By Jane Shortall

Walking along an old track, in the magical countryside that is Connemara, stone walls on either side hung with swathes of red and white Fuchsia, like hundreds of tiny ballerinas, I heard a whickering sound.

Scanning the fields on both sides, I could see nothing. On my right, the field was full of large ferns. Those ferns provided the backdrop for the scene that unfolded in front of me a minute later.

I heard the whicker again and out of the corner of my eye, I caught a movement, a flash of black, somewhere in the middle of the ferns.

Seconds later a black horse, a stunning, astonishing spectacle of nature came crashing through the ferns.

With a strong muscled body, striking, noble head and long, glossy black mane flying out behind him, he thundered up to the wall, stopped, looked at me, pawed the ground for a bit and then executed one of those marvellous stands, front legs up in the air, all the while neighing loudly.

I truly doubt that I took a breath, I think I simply stood, mesmerized with a mixture of sheer delight and wonder. Certainly, I felt enormously moved, honored to be a witness to such beauty.

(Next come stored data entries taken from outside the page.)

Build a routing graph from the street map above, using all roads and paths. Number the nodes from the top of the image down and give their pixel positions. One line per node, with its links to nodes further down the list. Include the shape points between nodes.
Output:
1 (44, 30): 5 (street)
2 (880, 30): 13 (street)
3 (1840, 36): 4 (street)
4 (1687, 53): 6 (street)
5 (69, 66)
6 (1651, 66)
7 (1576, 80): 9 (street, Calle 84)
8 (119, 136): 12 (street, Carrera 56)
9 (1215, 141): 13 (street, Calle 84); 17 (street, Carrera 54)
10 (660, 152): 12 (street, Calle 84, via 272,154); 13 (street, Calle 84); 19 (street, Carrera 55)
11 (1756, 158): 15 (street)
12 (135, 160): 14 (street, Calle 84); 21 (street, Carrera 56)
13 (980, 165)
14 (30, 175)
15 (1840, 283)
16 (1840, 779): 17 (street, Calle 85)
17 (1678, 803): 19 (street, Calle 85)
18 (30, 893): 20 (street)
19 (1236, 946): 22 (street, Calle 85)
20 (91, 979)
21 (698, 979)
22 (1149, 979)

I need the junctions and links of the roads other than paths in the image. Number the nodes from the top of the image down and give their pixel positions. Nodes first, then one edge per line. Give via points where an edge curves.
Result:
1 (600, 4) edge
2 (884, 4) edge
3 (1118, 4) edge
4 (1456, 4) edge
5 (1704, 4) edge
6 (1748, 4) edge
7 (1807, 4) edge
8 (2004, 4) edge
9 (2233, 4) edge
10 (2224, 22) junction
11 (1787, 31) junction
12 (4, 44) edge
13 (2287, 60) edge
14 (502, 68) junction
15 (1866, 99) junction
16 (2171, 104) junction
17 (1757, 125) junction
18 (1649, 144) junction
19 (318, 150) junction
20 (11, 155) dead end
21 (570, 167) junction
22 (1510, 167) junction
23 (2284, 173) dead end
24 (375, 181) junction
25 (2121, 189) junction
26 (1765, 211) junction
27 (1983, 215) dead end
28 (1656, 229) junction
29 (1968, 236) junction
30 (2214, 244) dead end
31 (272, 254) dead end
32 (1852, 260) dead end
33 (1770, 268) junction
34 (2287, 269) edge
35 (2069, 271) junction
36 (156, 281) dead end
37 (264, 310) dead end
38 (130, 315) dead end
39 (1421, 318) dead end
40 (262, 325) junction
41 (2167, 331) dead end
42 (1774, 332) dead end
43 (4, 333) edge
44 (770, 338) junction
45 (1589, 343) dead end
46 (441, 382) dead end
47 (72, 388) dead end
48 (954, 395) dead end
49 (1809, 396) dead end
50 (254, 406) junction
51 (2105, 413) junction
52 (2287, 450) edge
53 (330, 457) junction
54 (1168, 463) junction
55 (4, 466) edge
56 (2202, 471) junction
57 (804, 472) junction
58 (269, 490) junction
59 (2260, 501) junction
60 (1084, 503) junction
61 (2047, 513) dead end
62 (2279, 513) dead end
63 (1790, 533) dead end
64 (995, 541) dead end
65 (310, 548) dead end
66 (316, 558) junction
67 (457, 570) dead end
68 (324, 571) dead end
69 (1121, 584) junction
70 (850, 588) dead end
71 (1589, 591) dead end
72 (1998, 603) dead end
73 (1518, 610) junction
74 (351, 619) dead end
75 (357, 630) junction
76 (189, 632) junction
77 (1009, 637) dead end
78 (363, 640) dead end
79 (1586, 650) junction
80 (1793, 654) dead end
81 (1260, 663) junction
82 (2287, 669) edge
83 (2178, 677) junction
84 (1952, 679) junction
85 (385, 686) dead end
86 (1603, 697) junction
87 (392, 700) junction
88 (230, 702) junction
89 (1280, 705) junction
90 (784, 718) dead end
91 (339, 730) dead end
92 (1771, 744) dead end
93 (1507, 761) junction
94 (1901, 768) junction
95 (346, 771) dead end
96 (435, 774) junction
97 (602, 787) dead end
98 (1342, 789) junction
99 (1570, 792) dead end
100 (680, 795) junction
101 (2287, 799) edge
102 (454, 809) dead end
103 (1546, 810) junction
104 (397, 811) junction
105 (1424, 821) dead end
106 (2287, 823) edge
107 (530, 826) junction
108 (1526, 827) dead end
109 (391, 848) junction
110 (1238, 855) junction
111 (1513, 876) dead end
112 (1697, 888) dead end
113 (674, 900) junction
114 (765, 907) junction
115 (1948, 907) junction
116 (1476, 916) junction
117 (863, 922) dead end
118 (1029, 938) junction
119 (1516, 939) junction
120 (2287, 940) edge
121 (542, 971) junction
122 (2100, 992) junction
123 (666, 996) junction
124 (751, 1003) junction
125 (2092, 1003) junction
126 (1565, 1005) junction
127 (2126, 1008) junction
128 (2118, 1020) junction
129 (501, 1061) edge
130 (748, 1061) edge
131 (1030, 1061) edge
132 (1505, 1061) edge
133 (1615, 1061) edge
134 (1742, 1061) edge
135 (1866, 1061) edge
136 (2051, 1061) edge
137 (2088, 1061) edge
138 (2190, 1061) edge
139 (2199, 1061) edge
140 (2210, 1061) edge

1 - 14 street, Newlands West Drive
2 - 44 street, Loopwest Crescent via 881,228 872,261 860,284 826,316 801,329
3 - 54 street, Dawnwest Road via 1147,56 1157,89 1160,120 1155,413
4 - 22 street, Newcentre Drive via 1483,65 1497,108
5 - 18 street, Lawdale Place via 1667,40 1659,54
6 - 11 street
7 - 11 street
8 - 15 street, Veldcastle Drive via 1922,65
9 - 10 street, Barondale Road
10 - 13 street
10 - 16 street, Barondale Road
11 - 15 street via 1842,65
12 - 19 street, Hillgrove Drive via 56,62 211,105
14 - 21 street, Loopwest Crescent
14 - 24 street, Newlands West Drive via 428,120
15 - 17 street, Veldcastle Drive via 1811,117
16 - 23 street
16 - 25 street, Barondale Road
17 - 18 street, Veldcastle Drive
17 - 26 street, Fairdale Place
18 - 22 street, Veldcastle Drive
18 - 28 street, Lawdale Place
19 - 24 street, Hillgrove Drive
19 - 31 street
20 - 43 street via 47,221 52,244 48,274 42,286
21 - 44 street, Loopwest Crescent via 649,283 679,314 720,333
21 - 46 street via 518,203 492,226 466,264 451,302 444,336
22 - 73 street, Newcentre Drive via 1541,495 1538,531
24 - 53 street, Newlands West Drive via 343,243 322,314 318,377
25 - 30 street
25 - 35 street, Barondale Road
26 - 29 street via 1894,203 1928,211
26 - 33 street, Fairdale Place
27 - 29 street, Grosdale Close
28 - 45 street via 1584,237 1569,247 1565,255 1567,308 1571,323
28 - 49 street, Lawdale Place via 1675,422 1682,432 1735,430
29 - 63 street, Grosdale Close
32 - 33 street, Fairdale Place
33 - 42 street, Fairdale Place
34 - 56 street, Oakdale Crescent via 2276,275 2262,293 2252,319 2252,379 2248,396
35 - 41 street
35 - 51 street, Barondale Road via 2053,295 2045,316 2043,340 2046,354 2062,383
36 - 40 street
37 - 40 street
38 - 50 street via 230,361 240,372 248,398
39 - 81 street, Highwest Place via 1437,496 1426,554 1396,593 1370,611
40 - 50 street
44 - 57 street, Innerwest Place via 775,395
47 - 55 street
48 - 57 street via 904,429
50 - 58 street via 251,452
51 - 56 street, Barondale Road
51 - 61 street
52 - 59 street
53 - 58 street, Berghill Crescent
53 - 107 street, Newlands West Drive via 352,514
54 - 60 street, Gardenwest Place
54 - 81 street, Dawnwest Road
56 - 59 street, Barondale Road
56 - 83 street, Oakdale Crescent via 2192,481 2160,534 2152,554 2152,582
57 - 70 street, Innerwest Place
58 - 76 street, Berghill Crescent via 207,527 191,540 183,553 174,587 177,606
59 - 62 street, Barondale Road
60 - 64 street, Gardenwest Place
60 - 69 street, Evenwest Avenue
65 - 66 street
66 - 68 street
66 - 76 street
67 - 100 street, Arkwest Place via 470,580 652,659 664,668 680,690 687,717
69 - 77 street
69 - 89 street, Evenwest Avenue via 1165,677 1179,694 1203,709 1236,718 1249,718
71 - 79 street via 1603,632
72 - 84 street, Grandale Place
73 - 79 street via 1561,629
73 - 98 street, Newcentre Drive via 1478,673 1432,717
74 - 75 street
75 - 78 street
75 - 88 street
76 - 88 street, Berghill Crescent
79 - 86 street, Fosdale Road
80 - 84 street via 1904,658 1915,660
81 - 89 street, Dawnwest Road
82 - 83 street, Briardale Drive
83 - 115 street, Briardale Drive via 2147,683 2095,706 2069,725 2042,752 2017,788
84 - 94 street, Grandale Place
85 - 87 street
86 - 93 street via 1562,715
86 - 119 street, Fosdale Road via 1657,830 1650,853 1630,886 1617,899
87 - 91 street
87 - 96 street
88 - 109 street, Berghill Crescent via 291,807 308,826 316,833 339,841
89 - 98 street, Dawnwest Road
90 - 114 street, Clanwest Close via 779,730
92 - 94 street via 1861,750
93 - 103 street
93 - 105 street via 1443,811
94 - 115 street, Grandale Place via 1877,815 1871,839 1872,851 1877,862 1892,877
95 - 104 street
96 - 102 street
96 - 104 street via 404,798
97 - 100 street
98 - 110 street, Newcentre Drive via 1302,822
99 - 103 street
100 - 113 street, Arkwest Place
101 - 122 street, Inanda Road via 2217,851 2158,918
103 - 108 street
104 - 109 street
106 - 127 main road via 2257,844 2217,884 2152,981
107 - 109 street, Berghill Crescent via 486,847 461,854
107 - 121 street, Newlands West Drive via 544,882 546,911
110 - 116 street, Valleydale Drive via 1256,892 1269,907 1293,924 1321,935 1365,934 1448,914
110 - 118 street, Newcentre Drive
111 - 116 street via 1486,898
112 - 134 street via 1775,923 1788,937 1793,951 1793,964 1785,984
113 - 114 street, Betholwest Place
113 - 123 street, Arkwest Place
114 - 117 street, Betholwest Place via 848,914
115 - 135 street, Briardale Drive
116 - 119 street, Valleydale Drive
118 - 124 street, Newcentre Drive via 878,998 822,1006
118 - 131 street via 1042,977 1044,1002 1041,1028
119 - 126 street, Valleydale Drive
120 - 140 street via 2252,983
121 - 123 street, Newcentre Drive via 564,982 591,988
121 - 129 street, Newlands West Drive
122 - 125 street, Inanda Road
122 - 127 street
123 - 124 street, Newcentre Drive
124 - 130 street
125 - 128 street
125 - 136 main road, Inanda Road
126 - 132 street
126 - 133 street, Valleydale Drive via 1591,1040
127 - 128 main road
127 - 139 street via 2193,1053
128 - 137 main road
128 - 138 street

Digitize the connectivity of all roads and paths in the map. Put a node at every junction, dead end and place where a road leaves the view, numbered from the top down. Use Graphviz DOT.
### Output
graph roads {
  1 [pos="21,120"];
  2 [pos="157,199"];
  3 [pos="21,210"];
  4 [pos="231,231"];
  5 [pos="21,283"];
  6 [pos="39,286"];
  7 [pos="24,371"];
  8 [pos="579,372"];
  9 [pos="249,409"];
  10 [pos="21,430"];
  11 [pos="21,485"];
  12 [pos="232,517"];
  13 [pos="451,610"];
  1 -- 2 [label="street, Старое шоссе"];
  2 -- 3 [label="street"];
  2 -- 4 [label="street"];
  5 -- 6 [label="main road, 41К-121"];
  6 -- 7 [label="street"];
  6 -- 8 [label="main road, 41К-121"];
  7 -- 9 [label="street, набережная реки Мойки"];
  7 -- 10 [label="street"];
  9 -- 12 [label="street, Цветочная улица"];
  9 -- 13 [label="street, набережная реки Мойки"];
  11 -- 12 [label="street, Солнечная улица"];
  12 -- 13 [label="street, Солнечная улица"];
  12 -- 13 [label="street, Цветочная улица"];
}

With all four legs back on the ground, he shook himself thoroughly, his splendid mane flying out on both sides and then falling down his neck like black silk. I stood transfixed. Forty years later, it still gives me goosebumps.

Climbing onto the wall I sat looking at him. He looked back, marvellous eyes gazing into mine. He was special, no doubt about it. This wasn’t your usual, ordinary, perfect little pony. This fellow was a star, and he knew it. For me, he might have been the inspiration for Black Beauty.

In a fantasy, I would leap off the wall onto his back, saddle, stirrups and reins being unnecessary in dreams, and gallop off, across the countryside, all round Lough Corrib.
I felt I knew who owned him. I was sure he wasn’t broken in yet. If I was right, then grandfather Geoghegan would soon have him eating out of his hand.
Suddenly, he turned, kicked up his heels and galloped away, back to his ferny domain, and disappeared.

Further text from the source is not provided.